[TASK PROMPT]:
Check every line of the entries for the string "further" and return the ones that contain it.

[RECORDED INFORMATION]:
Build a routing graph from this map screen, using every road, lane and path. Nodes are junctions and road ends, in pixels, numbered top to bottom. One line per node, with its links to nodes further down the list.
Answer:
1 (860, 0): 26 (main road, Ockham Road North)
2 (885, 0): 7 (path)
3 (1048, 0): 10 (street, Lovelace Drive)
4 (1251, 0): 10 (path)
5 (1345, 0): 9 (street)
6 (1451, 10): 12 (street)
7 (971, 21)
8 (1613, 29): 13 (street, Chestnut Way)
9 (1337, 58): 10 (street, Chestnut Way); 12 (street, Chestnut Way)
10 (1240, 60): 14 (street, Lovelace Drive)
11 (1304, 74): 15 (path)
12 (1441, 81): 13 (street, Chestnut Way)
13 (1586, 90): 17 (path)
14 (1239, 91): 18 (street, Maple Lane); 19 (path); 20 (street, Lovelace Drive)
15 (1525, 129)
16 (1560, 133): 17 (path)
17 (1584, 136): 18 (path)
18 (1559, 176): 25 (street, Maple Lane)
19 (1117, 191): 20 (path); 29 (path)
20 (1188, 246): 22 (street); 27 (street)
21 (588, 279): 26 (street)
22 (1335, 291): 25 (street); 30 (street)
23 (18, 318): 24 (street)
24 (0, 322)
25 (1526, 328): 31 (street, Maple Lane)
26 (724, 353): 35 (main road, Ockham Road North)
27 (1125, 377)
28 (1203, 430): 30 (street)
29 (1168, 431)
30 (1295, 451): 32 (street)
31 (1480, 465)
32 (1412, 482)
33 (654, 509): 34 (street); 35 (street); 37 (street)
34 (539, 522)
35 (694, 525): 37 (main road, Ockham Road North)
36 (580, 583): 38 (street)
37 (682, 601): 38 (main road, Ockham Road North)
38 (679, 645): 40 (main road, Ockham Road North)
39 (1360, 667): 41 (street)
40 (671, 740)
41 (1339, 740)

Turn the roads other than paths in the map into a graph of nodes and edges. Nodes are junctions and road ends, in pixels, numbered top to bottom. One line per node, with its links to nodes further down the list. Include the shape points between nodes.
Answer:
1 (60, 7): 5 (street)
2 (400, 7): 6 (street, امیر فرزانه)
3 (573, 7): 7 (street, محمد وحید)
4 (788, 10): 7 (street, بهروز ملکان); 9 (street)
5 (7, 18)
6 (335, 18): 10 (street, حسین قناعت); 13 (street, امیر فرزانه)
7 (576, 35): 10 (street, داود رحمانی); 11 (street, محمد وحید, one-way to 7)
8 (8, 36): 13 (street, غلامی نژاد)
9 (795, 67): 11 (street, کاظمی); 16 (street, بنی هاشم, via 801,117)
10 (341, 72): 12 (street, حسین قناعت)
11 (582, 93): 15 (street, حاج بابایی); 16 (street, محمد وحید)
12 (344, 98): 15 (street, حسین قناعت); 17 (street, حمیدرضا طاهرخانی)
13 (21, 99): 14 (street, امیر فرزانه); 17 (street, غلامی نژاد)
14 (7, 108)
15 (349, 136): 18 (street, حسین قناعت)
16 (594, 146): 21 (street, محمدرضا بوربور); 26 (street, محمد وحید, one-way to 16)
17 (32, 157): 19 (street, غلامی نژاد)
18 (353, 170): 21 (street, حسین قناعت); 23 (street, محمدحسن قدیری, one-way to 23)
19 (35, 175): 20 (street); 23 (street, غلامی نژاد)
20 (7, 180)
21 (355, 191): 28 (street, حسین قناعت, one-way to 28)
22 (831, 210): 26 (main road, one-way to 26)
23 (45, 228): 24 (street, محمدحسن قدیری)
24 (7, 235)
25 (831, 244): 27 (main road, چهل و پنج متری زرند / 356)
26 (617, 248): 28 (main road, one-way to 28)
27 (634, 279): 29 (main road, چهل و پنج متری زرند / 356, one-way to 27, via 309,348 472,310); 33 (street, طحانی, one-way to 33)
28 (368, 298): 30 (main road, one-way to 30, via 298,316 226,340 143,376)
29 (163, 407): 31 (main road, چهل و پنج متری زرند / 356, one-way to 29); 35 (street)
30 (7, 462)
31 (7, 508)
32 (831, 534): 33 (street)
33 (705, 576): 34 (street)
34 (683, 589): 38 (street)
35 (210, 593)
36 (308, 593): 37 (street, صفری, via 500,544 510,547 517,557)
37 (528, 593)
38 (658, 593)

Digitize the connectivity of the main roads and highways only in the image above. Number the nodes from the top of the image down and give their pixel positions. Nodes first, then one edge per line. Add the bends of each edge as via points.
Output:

[YOUR RESPONSE]:
Build a routing graph from this map screen, using every road, lane and path. Nodes are junctions and road ends, in pixels, numbered top to bottom. One line per node, with its links to nodes further down the list.
Turn the roads other than paths in the map into a graph of nodes and edges. Nodes are junctions and road ends, in pixels, numbered top to bottom. One line per node, with its links to nodes further down the list. Include the shape points between nodes.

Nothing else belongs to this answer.